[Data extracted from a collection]
BEGIN

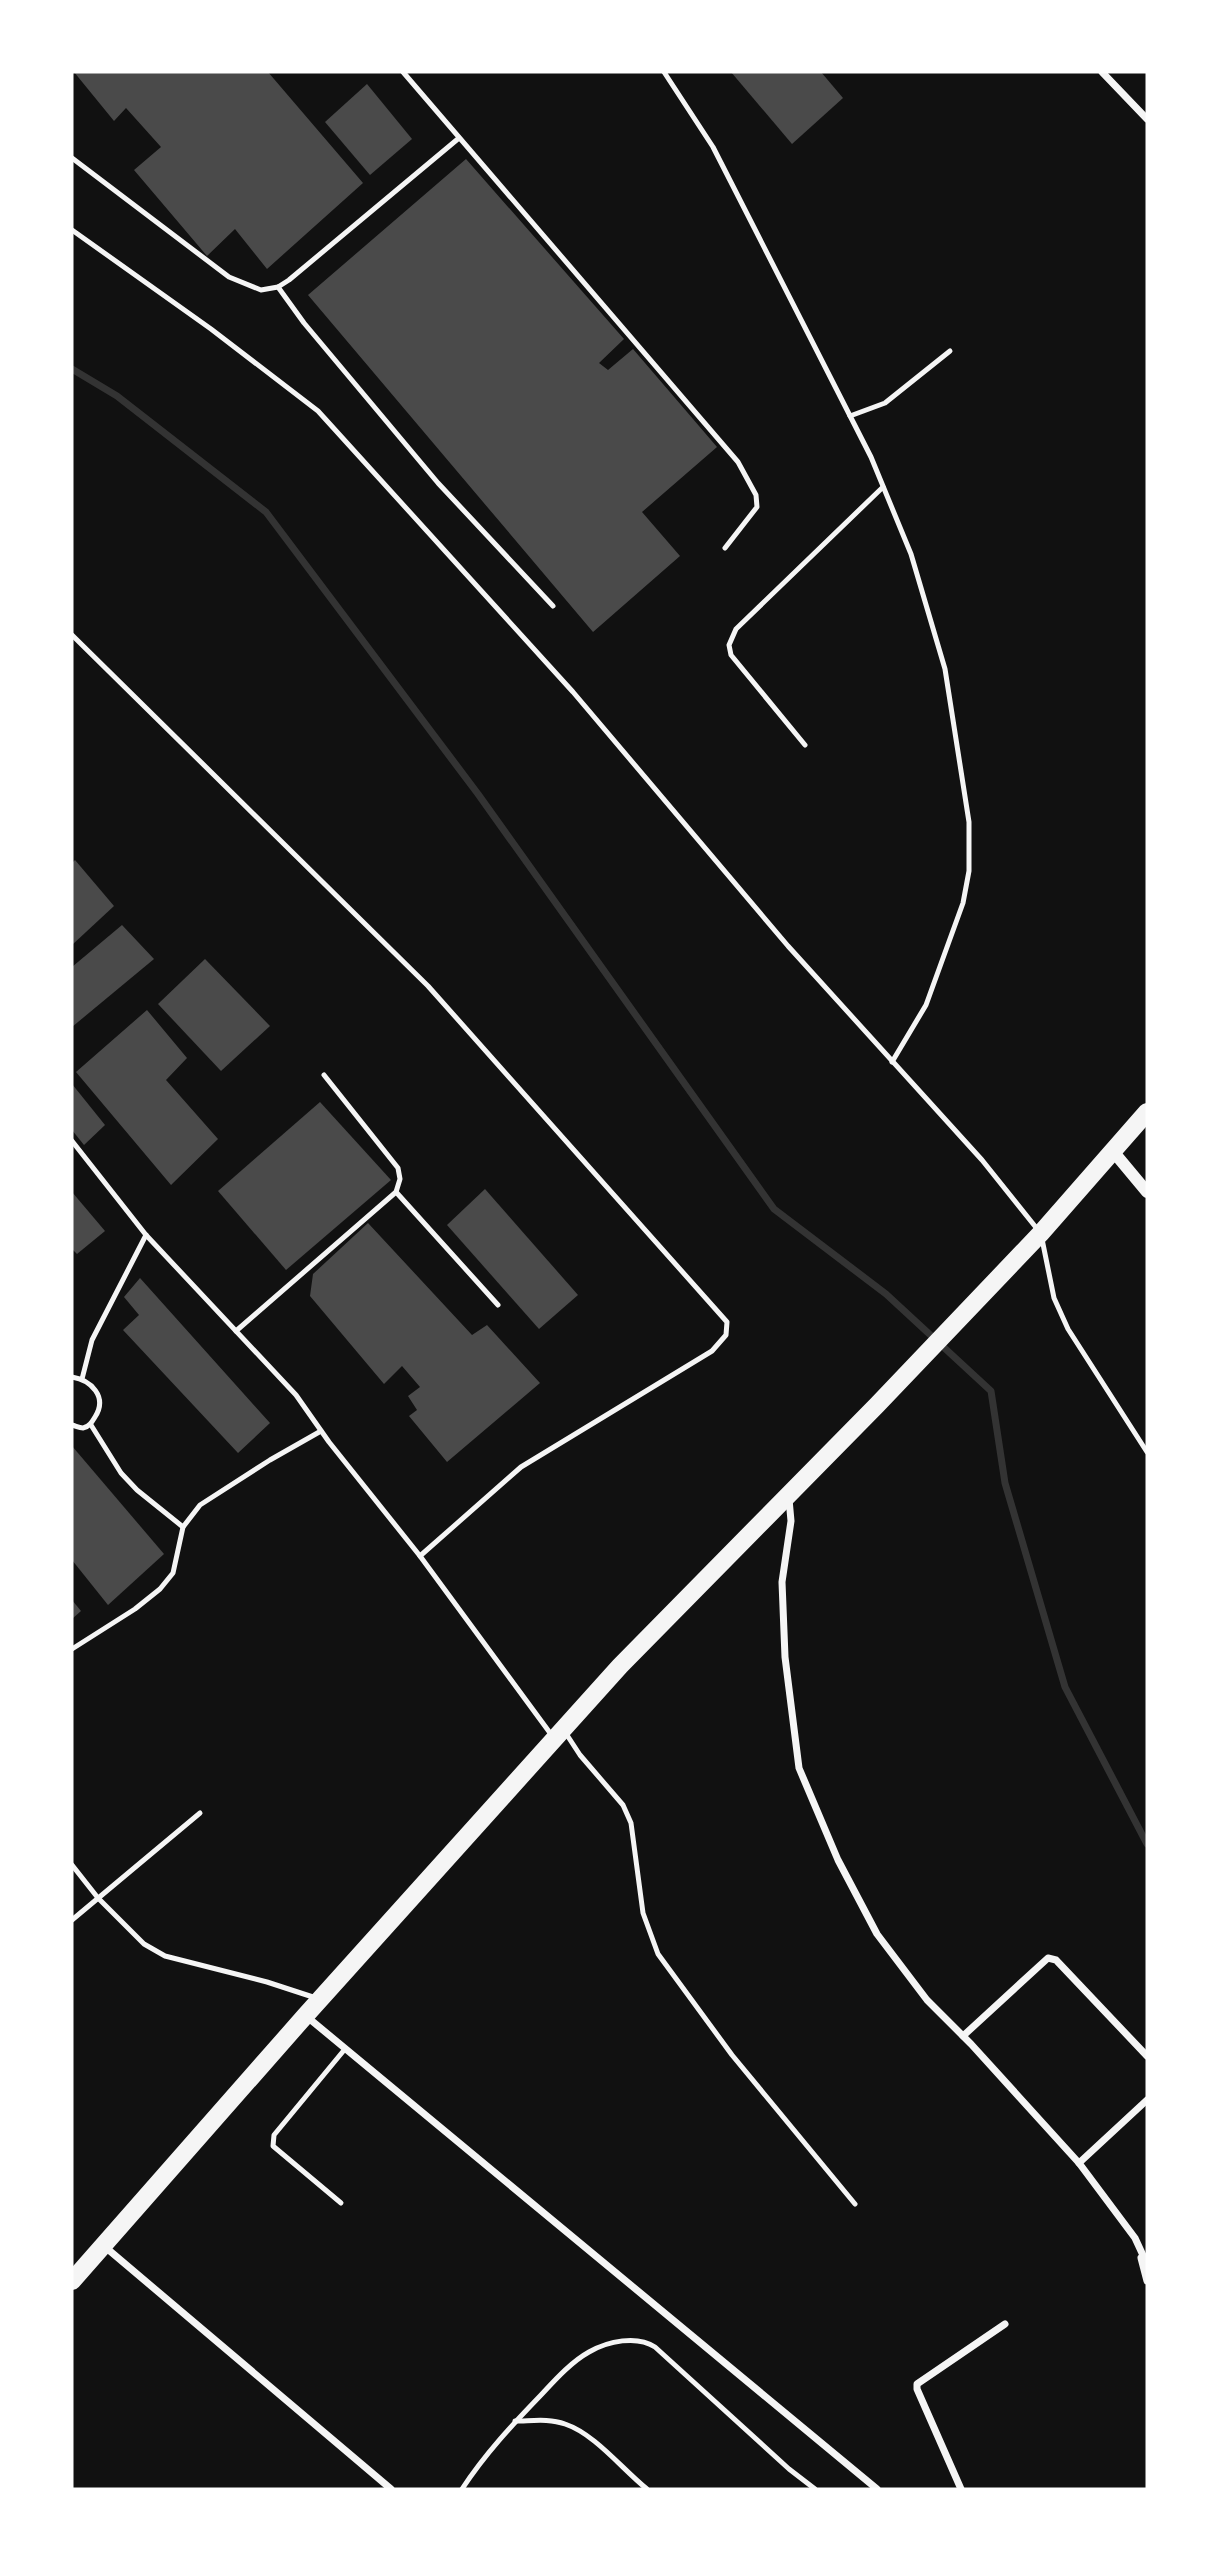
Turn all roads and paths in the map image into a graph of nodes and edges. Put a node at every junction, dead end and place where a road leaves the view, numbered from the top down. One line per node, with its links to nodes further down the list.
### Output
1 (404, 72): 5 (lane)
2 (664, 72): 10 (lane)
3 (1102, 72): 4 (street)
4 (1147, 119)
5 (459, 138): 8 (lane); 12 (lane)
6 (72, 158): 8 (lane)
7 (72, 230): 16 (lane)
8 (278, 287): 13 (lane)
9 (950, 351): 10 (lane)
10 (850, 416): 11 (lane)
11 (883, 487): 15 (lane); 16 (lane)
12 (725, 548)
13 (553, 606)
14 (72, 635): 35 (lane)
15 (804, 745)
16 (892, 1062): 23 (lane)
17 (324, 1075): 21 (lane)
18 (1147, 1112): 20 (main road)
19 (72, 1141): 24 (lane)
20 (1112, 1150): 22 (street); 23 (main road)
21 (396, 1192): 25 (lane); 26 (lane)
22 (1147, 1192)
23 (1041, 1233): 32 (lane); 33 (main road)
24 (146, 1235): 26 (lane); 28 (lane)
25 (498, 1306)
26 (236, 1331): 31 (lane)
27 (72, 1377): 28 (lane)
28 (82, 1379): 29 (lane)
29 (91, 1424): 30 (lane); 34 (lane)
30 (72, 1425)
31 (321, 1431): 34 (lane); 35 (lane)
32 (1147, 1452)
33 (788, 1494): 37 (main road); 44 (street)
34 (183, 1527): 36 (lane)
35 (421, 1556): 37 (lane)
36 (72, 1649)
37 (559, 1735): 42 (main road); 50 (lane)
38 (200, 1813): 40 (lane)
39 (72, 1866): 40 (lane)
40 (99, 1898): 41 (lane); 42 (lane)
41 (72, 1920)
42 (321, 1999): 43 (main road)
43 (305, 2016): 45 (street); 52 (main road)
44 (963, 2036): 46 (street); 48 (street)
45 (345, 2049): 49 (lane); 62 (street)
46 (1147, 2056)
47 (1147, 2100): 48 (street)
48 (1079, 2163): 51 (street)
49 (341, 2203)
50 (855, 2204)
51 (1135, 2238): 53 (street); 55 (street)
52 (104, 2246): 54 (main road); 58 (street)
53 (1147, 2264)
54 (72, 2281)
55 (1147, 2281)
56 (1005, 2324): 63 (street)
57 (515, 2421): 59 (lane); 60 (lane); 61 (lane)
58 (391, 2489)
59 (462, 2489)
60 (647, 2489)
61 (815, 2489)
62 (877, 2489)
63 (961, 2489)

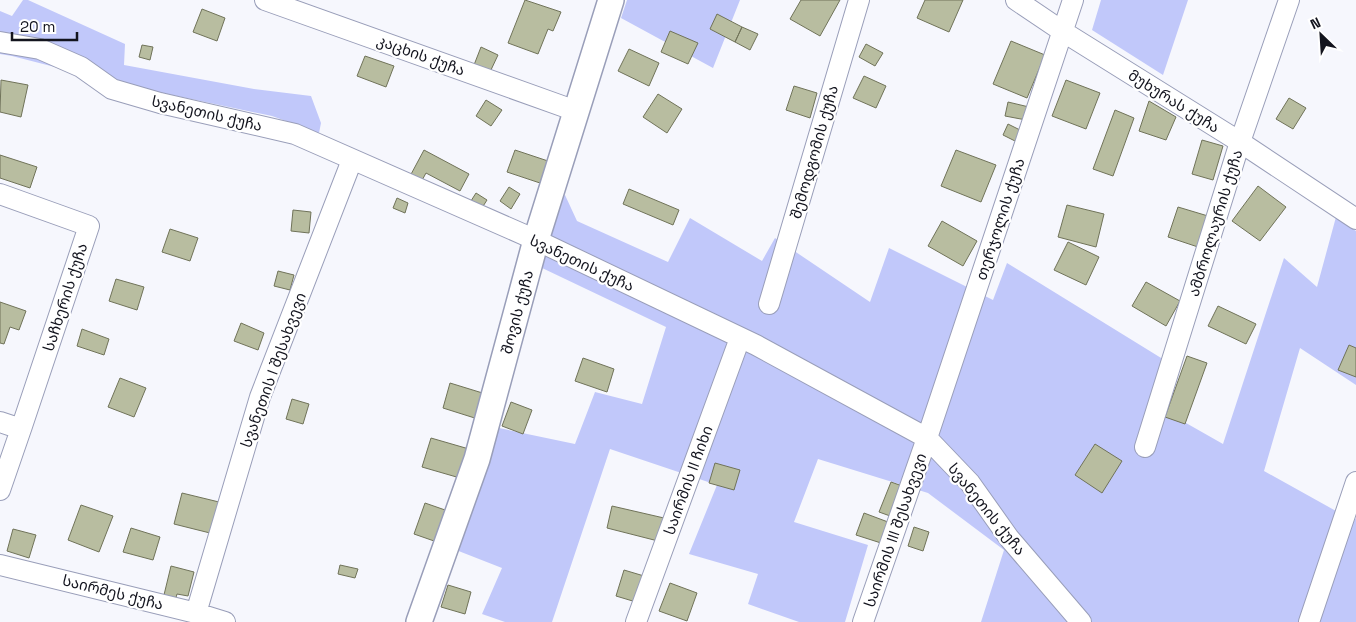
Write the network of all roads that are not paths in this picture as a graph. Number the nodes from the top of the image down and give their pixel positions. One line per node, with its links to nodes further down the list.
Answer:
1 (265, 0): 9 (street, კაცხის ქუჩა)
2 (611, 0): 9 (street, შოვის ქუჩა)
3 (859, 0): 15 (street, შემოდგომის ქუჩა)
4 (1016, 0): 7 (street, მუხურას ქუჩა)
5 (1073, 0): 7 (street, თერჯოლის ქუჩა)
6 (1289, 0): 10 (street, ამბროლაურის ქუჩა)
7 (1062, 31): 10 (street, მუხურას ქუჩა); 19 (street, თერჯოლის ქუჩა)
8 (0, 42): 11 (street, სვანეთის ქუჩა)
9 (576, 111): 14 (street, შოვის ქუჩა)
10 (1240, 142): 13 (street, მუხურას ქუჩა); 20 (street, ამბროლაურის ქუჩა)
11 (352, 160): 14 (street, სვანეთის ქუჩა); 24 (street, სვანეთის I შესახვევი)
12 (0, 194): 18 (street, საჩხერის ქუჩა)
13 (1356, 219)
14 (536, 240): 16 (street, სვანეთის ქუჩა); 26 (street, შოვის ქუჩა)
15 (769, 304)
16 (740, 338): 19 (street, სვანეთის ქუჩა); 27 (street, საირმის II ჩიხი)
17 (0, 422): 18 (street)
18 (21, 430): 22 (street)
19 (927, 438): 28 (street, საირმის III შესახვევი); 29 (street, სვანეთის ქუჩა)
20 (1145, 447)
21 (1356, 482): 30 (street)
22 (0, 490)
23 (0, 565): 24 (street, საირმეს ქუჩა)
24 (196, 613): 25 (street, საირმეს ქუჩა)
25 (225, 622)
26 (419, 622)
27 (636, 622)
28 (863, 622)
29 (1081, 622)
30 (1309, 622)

END

Task details
Skip the images and restate each record above word for word.

Solution for this problem
Turn all roads and paths in the map image into a graph of nodes and edges. Put a node at every junction, dead end and place where a road leaves the view, numbered from the top down. One line per node, with its links to nodes further down the list.
### Output
1 (404, 72): 5 (lane)
2 (664, 72): 10 (lane)
3 (1102, 72): 4 (street)
4 (1147, 119)
5 (459, 138): 8 (lane); 12 (lane)
6 (72, 158): 8 (lane)
7 (72, 230): 16 (lane)
8 (278, 287): 13 (lane)
9 (950, 351): 10 (lane)
10 (850, 416): 11 (lane)
11 (883, 487): 15 (lane); 16 (lane)
12 (725, 548)
13 (553, 606)
14 (72, 635): 35 (lane)
15 (804, 745)
16 (892, 1062): 23 (lane)
17 (324, 1075): 21 (lane)
18 (1147, 1112): 20 (main road)
19 (72, 1141): 24 (lane)
20 (1112, 1150): 22 (street); 23 (main road)
21 (396, 1192): 25 (lane); 26 (lane)
22 (1147, 1192)
23 (1041, 1233): 32 (lane); 33 (main road)
24 (146, 1235): 26 (lane); 28 (lane)
25 (498, 1306)
26 (236, 1331): 31 (lane)
27 (72, 1377): 28 (lane)
28 (82, 1379): 29 (lane)
29 (91, 1424): 30 (lane); 34 (lane)
30 (72, 1425)
31 (321, 1431): 34 (lane); 35 (lane)
32 (1147, 1452)
33 (788, 1494): 37 (main road); 44 (street)
34 (183, 1527): 36 (lane)
35 (421, 1556): 37 (lane)
36 (72, 1649)
37 (559, 1735): 42 (main road); 50 (lane)
38 (200, 1813): 40 (lane)
39 (72, 1866): 40 (lane)
40 (99, 1898): 41 (lane); 42 (lane)
41 (72, 1920)
42 (321, 1999): 43 (main road)
43 (305, 2016): 45 (street); 52 (main road)
44 (963, 2036): 46 (street); 48 (street)
45 (345, 2049): 49 (lane); 62 (street)
46 (1147, 2056)
47 (1147, 2100): 48 (street)
48 (1079, 2163): 51 (street)
49 (341, 2203)
50 (855, 2204)
51 (1135, 2238): 53 (street); 55 (street)
52 (104, 2246): 54 (main road); 58 (street)
53 (1147, 2264)
54 (72, 2281)
55 (1147, 2281)
56 (1005, 2324): 63 (street)
57 (515, 2421): 59 (lane); 60 (lane); 61 (lane)
58 (391, 2489)
59 (462, 2489)
60 (647, 2489)
61 (815, 2489)
62 (877, 2489)
63 (961, 2489)

Write the network of all roads that are not paths in this picture as a graph. Number the nodes from the top of the image down and give their pixel positions. One line per node, with its links to nodes further down the list.
Answer:
1 (265, 0): 9 (street, კაცხის ქუჩა)
2 (611, 0): 9 (street, შოვის ქუჩა)
3 (859, 0): 15 (street, შემოდგომის ქუჩა)
4 (1016, 0): 7 (street, მუხურას ქუჩა)
5 (1073, 0): 7 (street, თერჯოლის ქუჩა)
6 (1289, 0): 10 (street, ამბროლაურის ქუჩა)
7 (1062, 31): 10 (street, მუხურას ქუჩა); 19 (street, თერჯოლის ქუჩა)
8 (0, 42): 11 (street, სვანეთის ქუჩა)
9 (576, 111): 14 (street, შოვის ქუჩა)
10 (1240, 142): 13 (street, მუხურას ქუჩა); 20 (street, ამბროლაურის ქუჩა)
11 (352, 160): 14 (street, სვანეთის ქუჩა); 24 (street, სვანეთის I შესახვევი)
12 (0, 194): 18 (street, საჩხერის ქუჩა)
13 (1356, 219)
14 (536, 240): 16 (street, სვანეთის ქუჩა); 26 (street, შოვის ქუჩა)
15 (769, 304)
16 (740, 338): 19 (street, სვანეთის ქუჩა); 27 (street, საირმის II ჩიხი)
17 (0, 422): 18 (street)
18 (21, 430): 22 (street)
19 (927, 438): 28 (street, საირმის III შესახვევი); 29 (street, სვანეთის ქუჩა)
20 (1145, 447)
21 (1356, 482): 30 (street)
22 (0, 490)
23 (0, 565): 24 (street, საირმეს ქუჩა)
24 (196, 613): 25 (street, საირმეს ქუჩა)
25 (225, 622)
26 (419, 622)
27 (636, 622)
28 (863, 622)
29 (1081, 622)
30 (1309, 622)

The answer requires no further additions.